I'm looking forward to when SSDs get somewhat cheaper and I can raid 4 or more TB in my late 2011 17". What an awesome machine.
[doublepost=1496153100][/doublepost]
Actually keeping your Macbook Pro charging all the time hurts your battery more than actually using it. Cycling your battery will keep it in better health than charging 24/7.
I believe Apple switched to USB-C because they don't expect the user to be charging there MacBook Pros so often. The battery should be enough to last the day is the idea. Cycling is good for the battery.
The battery might last a day if you don't open mail, Safari, Photoshop, FCP, Logic, or forget to stop the mds processes etc, randomly draining the battery with no outlet in sight, or almost any other app. Have fun with that. Or stick to an iPad.
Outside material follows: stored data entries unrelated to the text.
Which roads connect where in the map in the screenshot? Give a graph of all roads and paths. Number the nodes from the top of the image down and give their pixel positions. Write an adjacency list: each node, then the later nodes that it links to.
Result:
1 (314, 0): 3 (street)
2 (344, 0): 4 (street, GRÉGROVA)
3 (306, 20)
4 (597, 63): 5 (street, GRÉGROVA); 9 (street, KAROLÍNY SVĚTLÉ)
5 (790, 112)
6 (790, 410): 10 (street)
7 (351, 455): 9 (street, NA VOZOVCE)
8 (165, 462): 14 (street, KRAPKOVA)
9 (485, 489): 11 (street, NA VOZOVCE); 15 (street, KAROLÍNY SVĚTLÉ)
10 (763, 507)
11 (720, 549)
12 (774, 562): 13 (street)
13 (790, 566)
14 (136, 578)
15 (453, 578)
Not expecting To charge THEIR MacBook maybe, but not MacBook Pros. You run a pro app and that juice is gonna get sucked hard and those fans gunna spin.
USB-C/Thunderbolt is Jony's wet dream, and he's not going to mess it up with different ugly ports. Moving all that **** outside with adapters, cables and boxes is the users problem now. Sure more stuff will eventually get USB-C'd, but at your expense and/or with questionable quality and reliability.
[doublepost=1496153730][/doublepost]
Incorrect actually, if you use the maximum scaling option you are getting the very same effective work space(1,920 × 1,200) as an 2011 17 mbp, albeit rendered at higher resolution but on a smaller physical screen.
Thank you, although I've spotted mentions of actually accessing the native resolution, but I have no idea how the interface or apps could adapt to that. That scaling option gives me a possible option in adapting to the 15" world, but I don't know how that affects actual (apparent?) resolution and increased power consumption for the extra work requirements.